After the September Massacres of 1792, she allied herself with the Girondists; as a saloniere, she also hosted Mary Wollstonecraft, Francisco de Miranda and Thomas Paine. After the violent downfall of the Gironde and the rise of the Reign of Terror, she and her family were thrown into the Luxembourg prison where she was allowed to continue working on translations of French-language works into English, including what would prove to be a popular translation of Bernardin St. Pierre's novel Paul et Virginie, to which she appended her own prison sonnets. Upon her release, she travelled with John Hurford Stone to Switzerland. She was harshly criticised for this since Stone, separated from an unfaithful wife, was still legally a married man; the subsequent history of Williams and Stone's relationship only tended to confirm the rumours. Nonetheless, her few poems from this period continue to express Dissenting piety and were published in volumes with those of other religiously like-minded poets. In 1798, she published A Tour in Switzerland, which included an account of her travels, political commentary, and the poem "A Hymn Written Amongst the Alps."
Williams' 1801 Sketches of the State of Manners and Opinions in the French Republic showed a continued attachment to the original ideals of the French Revolution but a growing disenchantment with the rise of Napoleon; as emperor, he would declare her ode "The Peace signed between the French and the English" (also known as the "Ode on the Peace of Amiens") to be treasonable to France. Nonetheless, he proved to be, in this respect, more lenient than the revolutionary government had been to this now-famous international literary figure: she spent a single day in prison and continued to live and write in Paris.

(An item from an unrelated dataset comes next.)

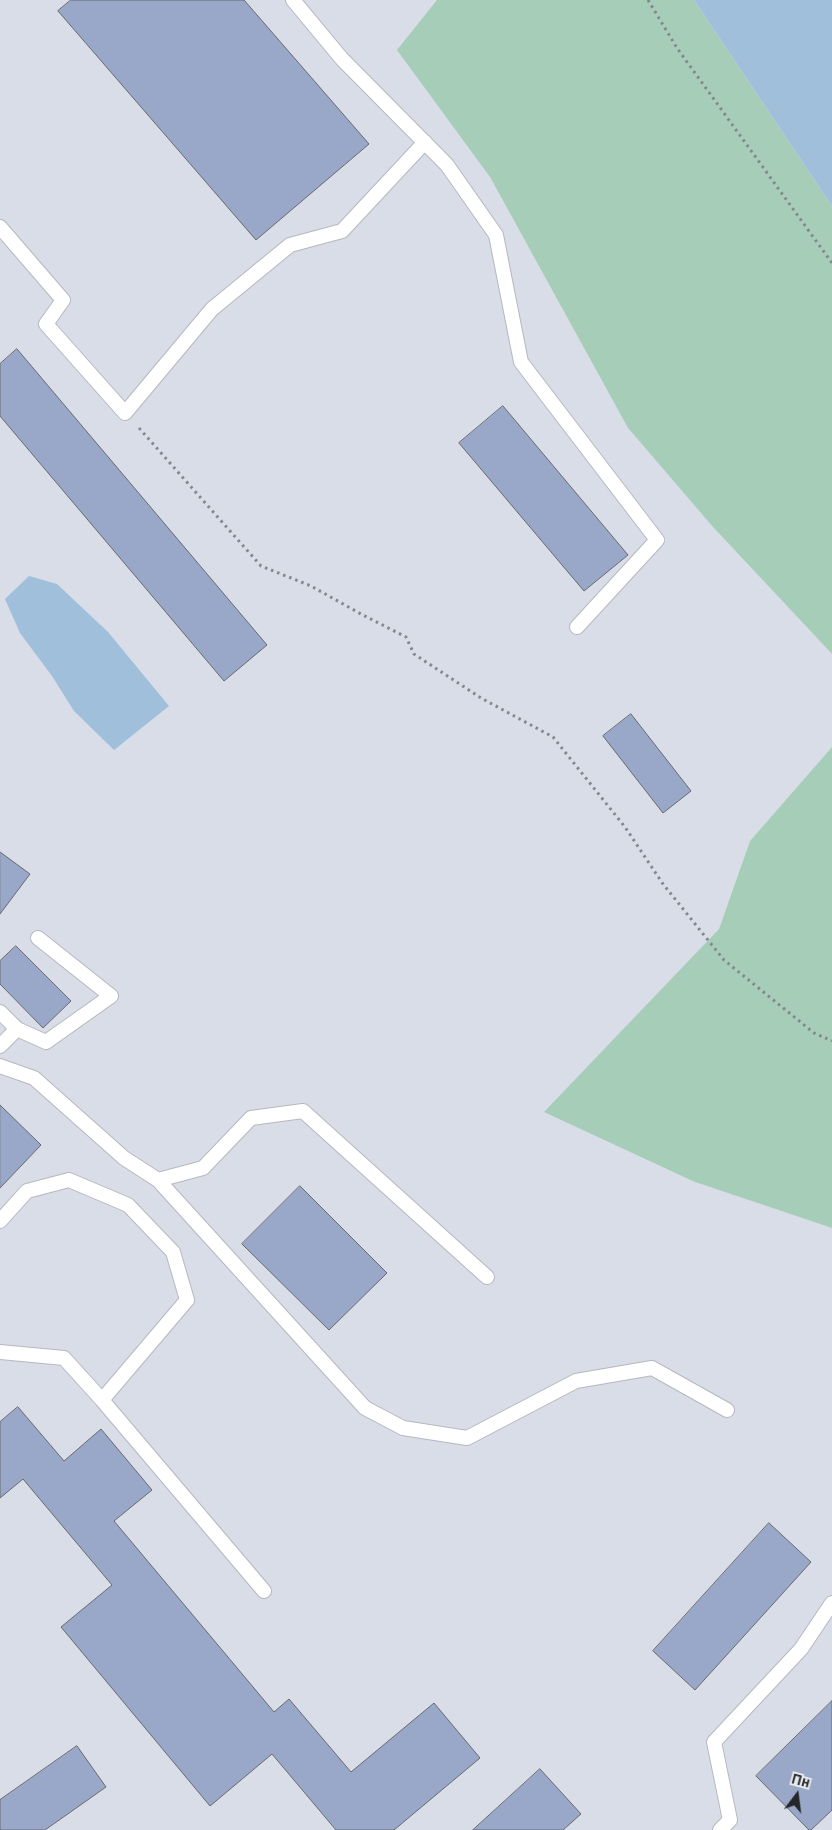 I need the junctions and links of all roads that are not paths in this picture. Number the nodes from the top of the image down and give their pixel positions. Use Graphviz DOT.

After the Bourbon Restoration, she became a naturalised French citizen in 1818; nonetheless, in 1819 she moved to Amsterdam to live with Athanase Laurent Charles Coquerel, a nephew she had helped raise. However, she was unhappy in Amsterdam and soon returned to Paris, where, until her death in 1827, she continued to be an important interpreter of French intellectual currents for the English-speaking world.
Williams' works consist of poetry, novels, volumes of letters, and translations. The lines are not always clear, as she might include an original poem in the preface of another work, even in a translation of someone else's work.